(Input data Opens)

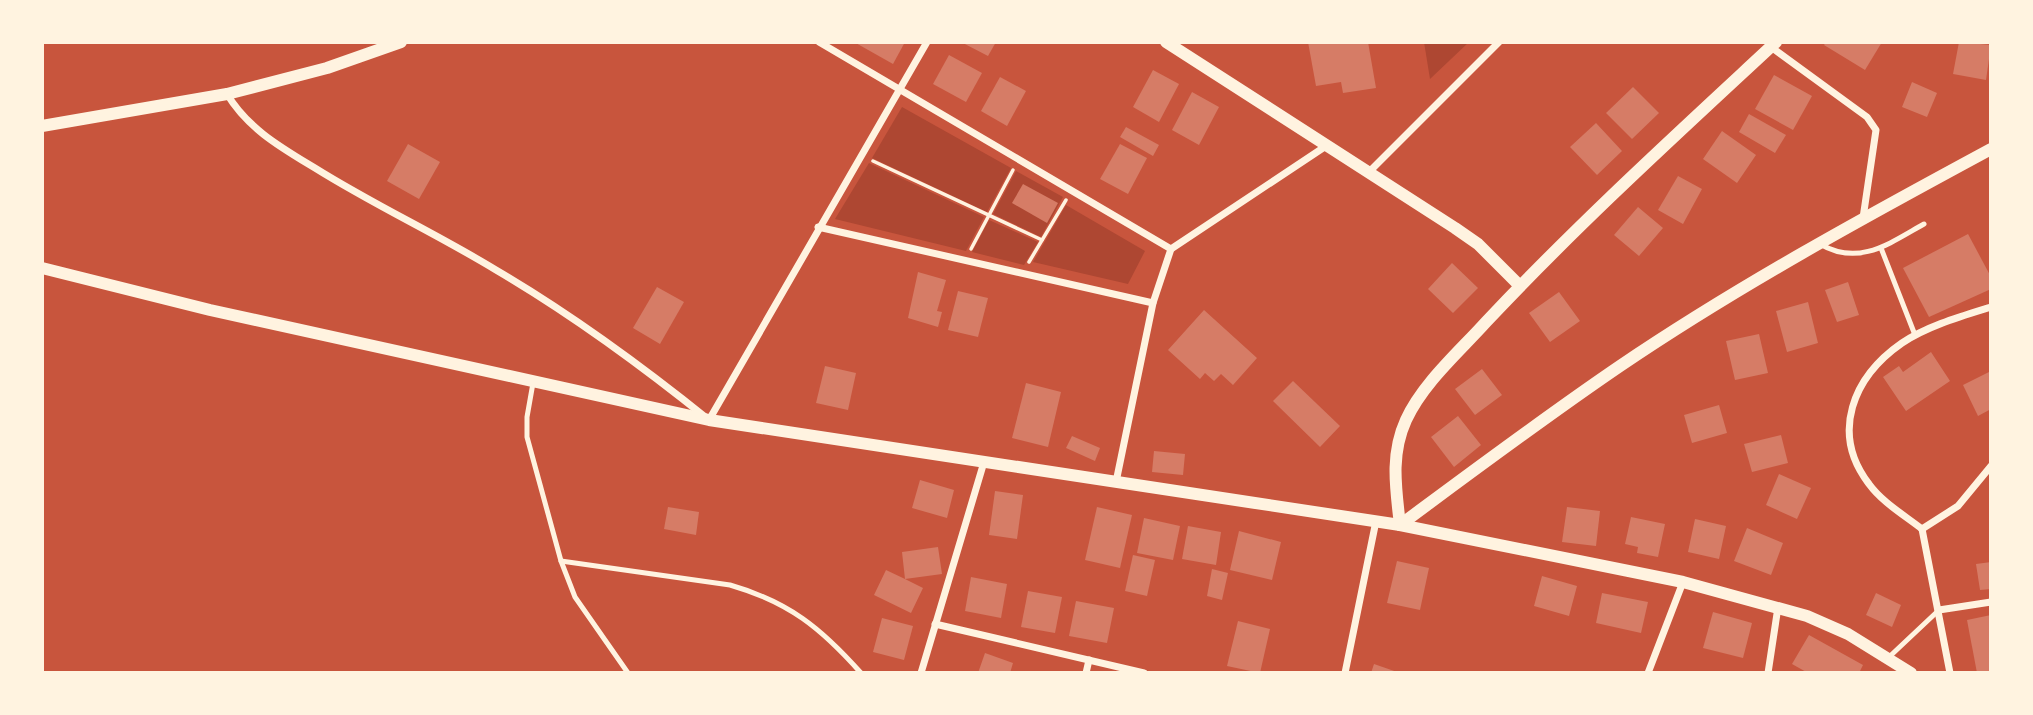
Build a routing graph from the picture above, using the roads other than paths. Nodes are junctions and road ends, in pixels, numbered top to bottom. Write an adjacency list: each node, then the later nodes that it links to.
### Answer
1 (401, 42): 8 (street)
2 (819, 42): 7 (street)
3 (927, 42): 7 (street)
4 (1499, 42): 12 (street)
5 (1168, 43): 10 (street)
6 (1773, 44): 13 (street); 20 (street)
7 (900, 90): 15 (street); 18 (street)
8 (227, 94): 9 (street); 25 (street)
9 (42, 126)
10 (1326, 146): 12 (street); 18 (street)
11 (1991, 149): 13 (street)
12 (1368, 174): 20 (street)
13 (1863, 219): 16 (street)
14 (1924, 224): 17 (lane)
15 (818, 227): 21 (street); 25 (street)
16 (1820, 244): 17 (lane); 30 (street)
17 (1881, 248): 23 (lane)
18 (1171, 249): 21 (street)
19 (42, 268): 24 (street)
20 (1520, 286): 30 (street)
21 (1153, 303): 28 (street)
22 (1990, 309): 23 (street)
23 (1916, 335): 31 (street)
24 (533, 383): 25 (street); 32 (lane)
25 (709, 419): 26 (street)
26 (984, 462): 28 (street); 37 (street)
27 (1991, 466): 31 (street)
28 (1116, 482): 29 (street)
29 (1376, 521): 30 (street); 45 (street)
30 (1400, 525): 33 (street)
31 (1922, 529): 36 (street)
32 (561, 561): 40 (lane); 41 (lane)
33 (1683, 582): 35 (street); 46 (street)
34 (1991, 602): 36 (street)
35 (1778, 606): 38 (street); 47 (street)
36 (1939, 610): 38 (lane); 49 (street)
37 (934, 624): 39 (street); 42 (street)
38 (1888, 658): 48 (street)
39 (1089, 660): 43 (street); 44 (street)
40 (628, 673)
41 (861, 673)
42 (920, 673)
43 (1086, 673)
44 (1144, 673)
45 (1345, 673)
46 (1648, 673)
47 (1768, 673)
48 (1911, 673)
49 (1950, 673)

(Input data Closes)

#### [What to produce]
The answer must match the entries above line for line, with the pictures dropped.

#### [Result for this exercise]
Build a routing graph from the picture above, using the roads other than paths. Nodes are junctions and road ends, in pixels, numbered top to bottom. Write an adjacency list: each node, then the later nodes that it links to.
### Answer
1 (401, 42): 8 (street)
2 (819, 42): 7 (street)
3 (927, 42): 7 (street)
4 (1499, 42): 12 (street)
5 (1168, 43): 10 (street)
6 (1773, 44): 13 (street); 20 (street)
7 (900, 90): 15 (street); 18 (street)
8 (227, 94): 9 (street); 25 (street)
9 (42, 126)
10 (1326, 146): 12 (street); 18 (street)
11 (1991, 149): 13 (street)
12 (1368, 174): 20 (street)
13 (1863, 219): 16 (street)
14 (1924, 224): 17 (lane)
15 (818, 227): 21 (street); 25 (street)
16 (1820, 244): 17 (lane); 30 (street)
17 (1881, 248): 23 (lane)
18 (1171, 249): 21 (street)
19 (42, 268): 24 (street)
20 (1520, 286): 30 (street)
21 (1153, 303): 28 (street)
22 (1990, 309): 23 (street)
23 (1916, 335): 31 (street)
24 (533, 383): 25 (street); 32 (lane)
25 (709, 419): 26 (street)
26 (984, 462): 28 (street); 37 (street)
27 (1991, 466): 31 (street)
28 (1116, 482): 29 (street)
29 (1376, 521): 30 (street); 45 (street)
30 (1400, 525): 33 (street)
31 (1922, 529): 36 (street)
32 (561, 561): 40 (lane); 41 (lane)
33 (1683, 582): 35 (street); 46 (street)
34 (1991, 602): 36 (street)
35 (1778, 606): 38 (street); 47 (street)
36 (1939, 610): 38 (lane); 49 (street)
37 (934, 624): 39 (street); 42 (street)
38 (1888, 658): 48 (street)
39 (1089, 660): 43 (street); 44 (street)
40 (628, 673)
41 (861, 673)
42 (920, 673)
43 (1086, 673)
44 (1144, 673)
45 (1345, 673)
46 (1648, 673)
47 (1768, 673)
48 (1911, 673)
49 (1950, 673)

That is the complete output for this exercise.